BEGIN Given data
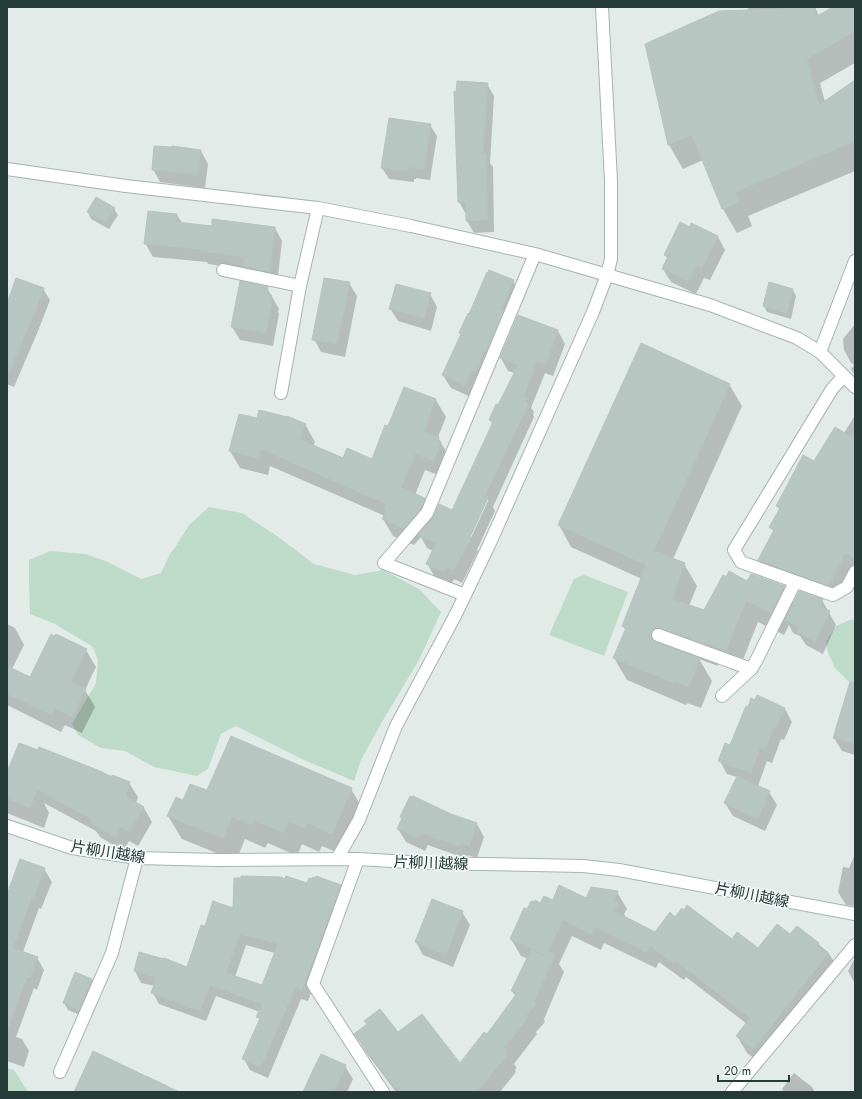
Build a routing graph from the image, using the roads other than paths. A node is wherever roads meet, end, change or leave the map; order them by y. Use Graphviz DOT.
graph roads {
  1 [pos="602,7"];
  2 [pos="7,169"];
  3 [pos="318,208"];
  4 [pos="535,254"];
  5 [pos="855,261"];
  6 [pos="223,270"];
  7 [pos="607,275"];
  8 [pos="300,286"];
  9 [pos="846,286"];
  10 [pos="855,293"];
  11 [pos="820,352"];
  12 [pos="844,376"];
  13 [pos="855,387"];
  14 [pos="281,393"];
  15 [pos="855,572"];
  16 [pos="795,582"];
  17 [pos="465,595"];
  18 [pos="658,635"];
  19 [pos="751,669"];
  20 [pos="722,696"];
  21 [pos="7,826"];
  22 [pos="137,858"];
  23 [pos="337,859"];
  24 [pos="358,859"];
  25 [pos="855,914"];
  26 [pos="855,945"];
  27 [pos="60,1072"];
  28 [pos="383,1092"];
  29 [pos="733,1092"];
  1 -- 7 [label="street"];
  2 -- 3 [label="street"];
  3 -- 4 [label="street"];
  3 -- 8 [label="street"];
  4 -- 7 [label="street"];
  4 -- 17 [label="street"];
  5 -- 9 [label="street"];
  6 -- 8 [label="street"];
  7 -- 11 [label="street"];
  7 -- 17 [label="street"];
  8 -- 14 [label="street"];
  9 -- 10 [label="street"];
  9 -- 11 [label="street"];
  11 -- 12 [label="street"];
  12 -- 13 [label="street"];
  12 -- 16 [label="street"];
  15 -- 16 [label="street"];
  16 -- 19 [label="street"];
  17 -- 23 [label="street"];
  18 -- 19 [label="street"];
  19 -- 20 [label="street"];
  21 -- 22 [label="street, 片柳川越線"];
  22 -- 23 [label="street, 片柳川越線"];
  22 -- 27 [label="street"];
  23 -- 24 [label="street, 片柳川越線"];
  24 -- 25 [label="street, 片柳川越線"];
  24 -- 28 [label="street"];
  26 -- 29 [label="street"];
}
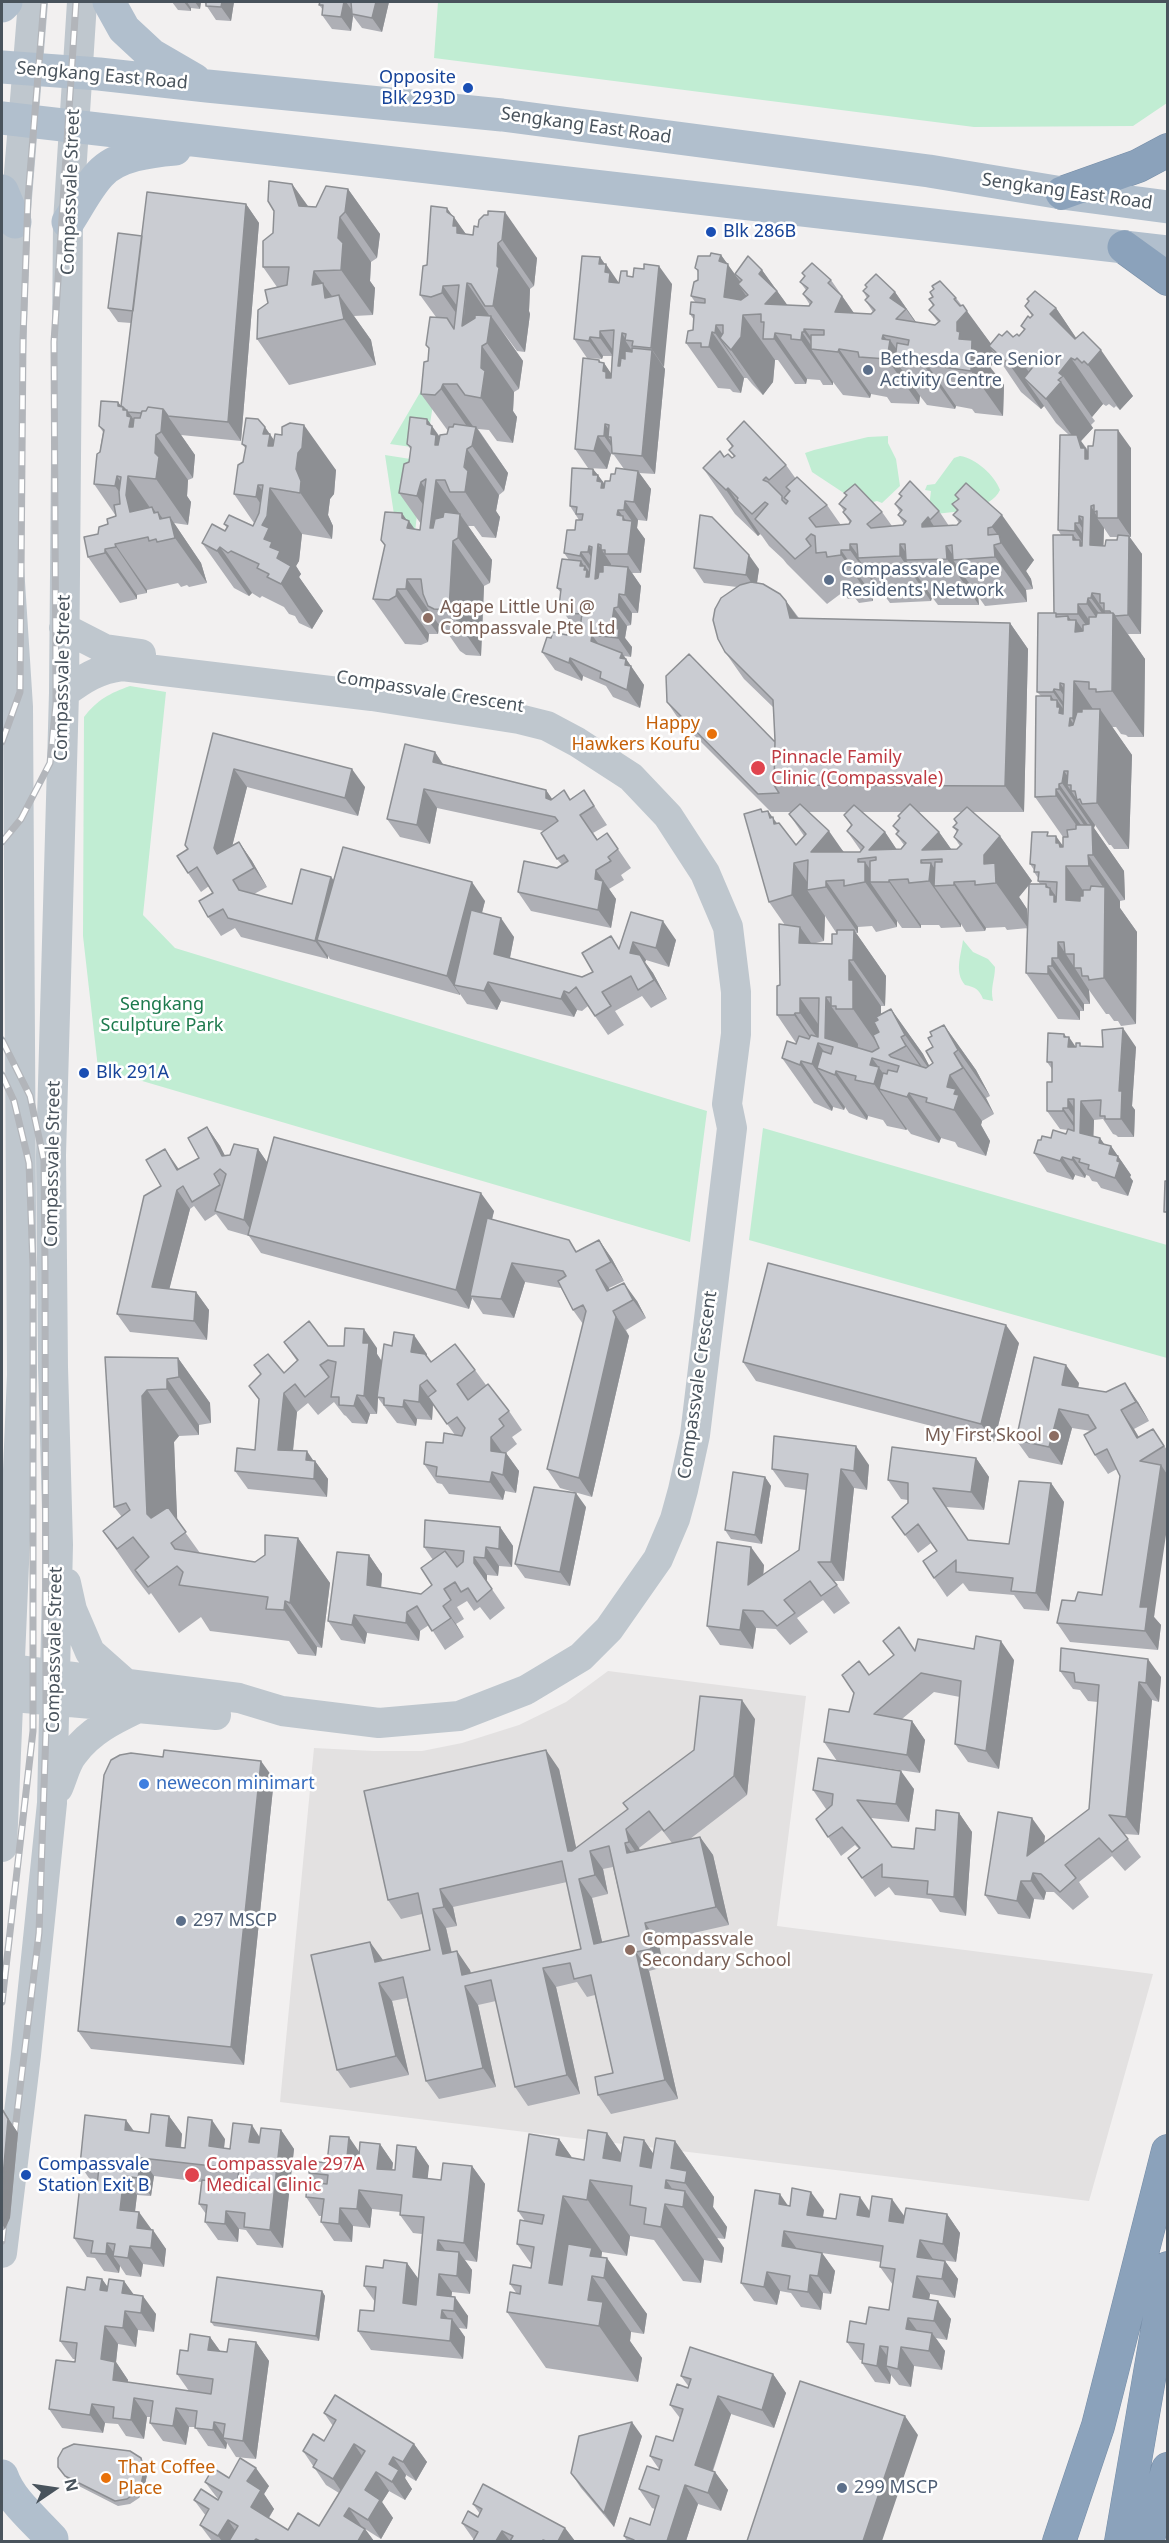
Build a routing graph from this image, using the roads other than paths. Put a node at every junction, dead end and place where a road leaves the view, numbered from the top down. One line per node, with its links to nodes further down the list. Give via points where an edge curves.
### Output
1 (6, 2): 5 (main road)
2 (33, 2): 6 (street, Compassvale Street)
3 (82, 2): 7 (street, Compassvale Street)
4 (109, 2): 8 (main road, via 124,29 152,55)
5 (2, 6)
6 (15, 68): 7 (main road, Sengkang East Road); 9 (street, Compassvale Street)
7 (77, 72): 8 (main road, Sengkang East Road); 10 (street, Compassvale Street)
8 (207, 86): 14 (main road, Sengkang East Road, via 502,115 928,171)
9 (12, 120): 10 (main road); 16 (street, Compassvale Street)
10 (74, 127): 11 (main road); 17 (street, Compassvale Street)
11 (222, 144): 17 (main road, via 140,154 115,164 100,173); 18 (main road)
12 (1167, 150): 14 (highway, via 1138,166)
13 (2, 191): 16 (main road)
14 (1062, 193): 15 (main road, Sengkang East Road)
15 (1167, 207)
16 (15, 222): 25 (street, Compassvale Street, via 8,551 18,707 22,1375)
17 (68, 222): 21 (street, Compassvale Street)
18 (1124, 247): 19 (main road); 20 (highway)
19 (1167, 252)
20 (1167, 279)
21 (64, 628): 22 (street, Compassvale Street); 23 (street, Compassvale Crescent, via 105,649 481,696 526,706 580,727 640,764 688,815 716,860 741,919 751,964 754,1006 743,1106)
22 (64, 693): 23 (street, Compassvale Crescent, via 104,668 122,666 361,694 547,726 612,764 631,777 668,816 705,873 728,927 736,992 736,1034 727,1104); 24 (street, Compassvale Street, via 51,1155)
23 (732, 1128): 28 (street, Compassvale Crescent, via 690,1462 675,1519 657,1559 609,1629 581,1657 526,1690 459,1716 379,1723 282,1711 235,1717)
24 (58, 1545): 27 (street, Compassvale Street); 28 (street, via 72,1610 90,1652)
25 (8, 1578): 26 (street, Compassvale Street)
26 (6, 1682): 27 (street, Compassvale Crescent); 29 (street, Compassvale Street)
27 (55, 1687): 28 (street, Compassvale Crescent); 30 (street, Compassvale Street)
28 (132, 1695): 30 (street, via 72,1754)
29 (3, 1802): 31 (street, Compassvale Street)
30 (52, 1803): 33 (street, Compassvale Street)
31 (2, 1847)
32 (1167, 2151): 39 (highway, via 1098,2426)
33 (2, 2253)
34 (1167, 2268): 40 (highway)
35 (1167, 2469): 41 (highway)
36 (2, 2476): 38 (main road, via 22,2507)
37 (2, 2520): 38 (main road)
38 (54, 2540)
39 (1059, 2541)
40 (1121, 2541)
41 (1147, 2541)

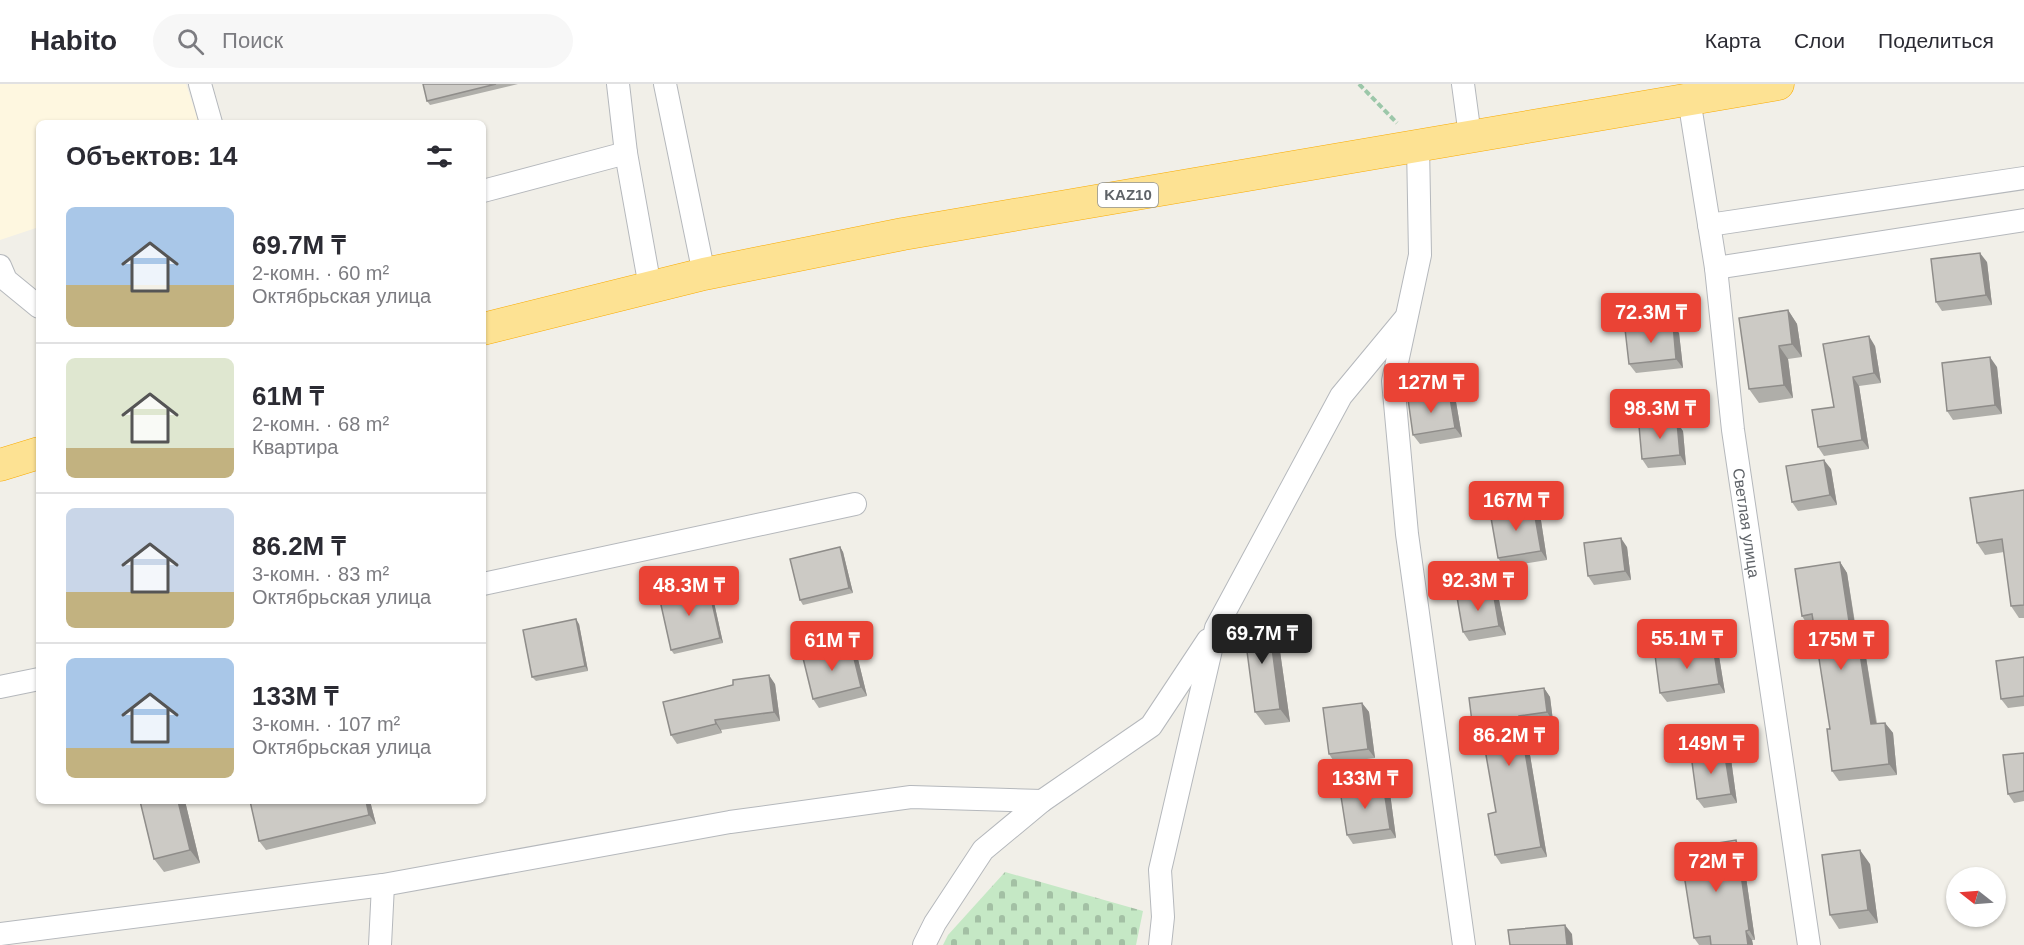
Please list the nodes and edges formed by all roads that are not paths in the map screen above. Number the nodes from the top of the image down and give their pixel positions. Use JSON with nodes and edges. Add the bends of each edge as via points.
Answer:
END Given data
Return the complete material above exactly, with no picture.

### Task output
Build a routing graph from the image, using the roads other than paths. A node is wherever roads meet, end, change or leave the map; order them by y. Use Graphviz DOT.
graph roads {
  1 [pos="602,7"];
  2 [pos="7,169"];
  3 [pos="318,208"];
  4 [pos="535,254"];
  5 [pos="855,261"];
  6 [pos="223,270"];
  7 [pos="607,275"];
  8 [pos="300,286"];
  9 [pos="846,286"];
  10 [pos="855,293"];
  11 [pos="820,352"];
  12 [pos="844,376"];
  13 [pos="855,387"];
  14 [pos="281,393"];
  15 [pos="855,572"];
  16 [pos="795,582"];
  17 [pos="465,595"];
  18 [pos="658,635"];
  19 [pos="751,669"];
  20 [pos="722,696"];
  21 [pos="7,826"];
  22 [pos="137,858"];
  23 [pos="337,859"];
  24 [pos="358,859"];
  25 [pos="855,914"];
  26 [pos="855,945"];
  27 [pos="60,1072"];
  28 [pos="383,1092"];
  29 [pos="733,1092"];
  1 -- 7 [label="street"];
  2 -- 3 [label="street"];
  3 -- 4 [label="street"];
  3 -- 8 [label="street"];
  4 -- 7 [label="street"];
  4 -- 17 [label="street"];
  5 -- 9 [label="street"];
  6 -- 8 [label="street"];
  7 -- 11 [label="street"];
  7 -- 17 [label="street"];
  8 -- 14 [label="street"];
  9 -- 10 [label="street"];
  9 -- 11 [label="street"];
  11 -- 12 [label="street"];
  12 -- 13 [label="street"];
  12 -- 16 [label="street"];
  15 -- 16 [label="street"];
  16 -- 19 [label="street"];
  17 -- 23 [label="street"];
  18 -- 19 [label="street"];
  19 -- 20 [label="street"];
  21 -- 22 [label="street, 片柳川越線"];
  22 -- 23 [label="street, 片柳川越線"];
  22 -- 27 [label="street"];
  23 -- 24 [label="street, 片柳川越線"];
  24 -- 25 [label="street, 片柳川越線"];
  24 -- 28 [label="street"];
  26 -- 29 [label="street"];
}
Build a routing graph from this image, using the roads other than paths. Put a node at every junction, dead end and place where a road leaves the view, numbered from the top down. One line per node, with its links to nodes further down the list. Give via points where an edge curves.
### Output
1 (6, 2): 5 (main road)
2 (33, 2): 6 (street, Compassvale Street)
3 (82, 2): 7 (street, Compassvale Street)
4 (109, 2): 8 (main road, via 124,29 152,55)
5 (2, 6)
6 (15, 68): 7 (main road, Sengkang East Road); 9 (street, Compassvale Street)
7 (77, 72): 8 (main road, Sengkang East Road); 10 (street, Compassvale Street)
8 (207, 86): 14 (main road, Sengkang East Road, via 502,115 928,171)
9 (12, 120): 10 (main road); 16 (street, Compassvale Street)
10 (74, 127): 11 (main road); 17 (street, Compassvale Street)
11 (222, 144): 17 (main road, via 140,154 115,164 100,173); 18 (main road)
12 (1167, 150): 14 (highway, via 1138,166)
13 (2, 191): 16 (main road)
14 (1062, 193): 15 (main road, Sengkang East Road)
15 (1167, 207)
16 (15, 222): 25 (street, Compassvale Street, via 8,551 18,707 22,1375)
17 (68, 222): 21 (street, Compassvale Street)
18 (1124, 247): 19 (main road); 20 (highway)
19 (1167, 252)
20 (1167, 279)
21 (64, 628): 22 (street, Compassvale Street); 23 (street, Compassvale Crescent, via 105,649 481,696 526,706 580,727 640,764 688,815 716,860 741,919 751,964 754,1006 743,1106)
22 (64, 693): 23 (street, Compassvale Crescent, via 104,668 122,666 361,694 547,726 612,764 631,777 668,816 705,873 728,927 736,992 736,1034 727,1104); 24 (street, Compassvale Street, via 51,1155)
23 (732, 1128): 28 (street, Compassvale Crescent, via 690,1462 675,1519 657,1559 609,1629 581,1657 526,1690 459,1716 379,1723 282,1711 235,1717)
24 (58, 1545): 27 (street, Compassvale Street); 28 (street, via 72,1610 90,1652)
25 (8, 1578): 26 (street, Compassvale Street)
26 (6, 1682): 27 (street, Compassvale Crescent); 29 (street, Compassvale Street)
27 (55, 1687): 28 (street, Compassvale Crescent); 30 (street, Compassvale Street)
28 (132, 1695): 30 (street, via 72,1754)
29 (3, 1802): 31 (street, Compassvale Street)
30 (52, 1803): 33 (street, Compassvale Street)
31 (2, 1847)
32 (1167, 2151): 39 (highway, via 1098,2426)
33 (2, 2253)
34 (1167, 2268): 40 (highway)
35 (1167, 2469): 41 (highway)
36 (2, 2476): 38 (main road, via 22,2507)
37 (2, 2520): 38 (main road)
38 (54, 2540)
39 (1059, 2541)
40 (1121, 2541)
41 (1147, 2541)

Please list the nodes and edges formed by all roads that are not paths in the map screen above. Number the nodes from the top of the image down and give their pixel positions. Use JSON with nodes and edges. Add the bends of each edge as via points.
Answer:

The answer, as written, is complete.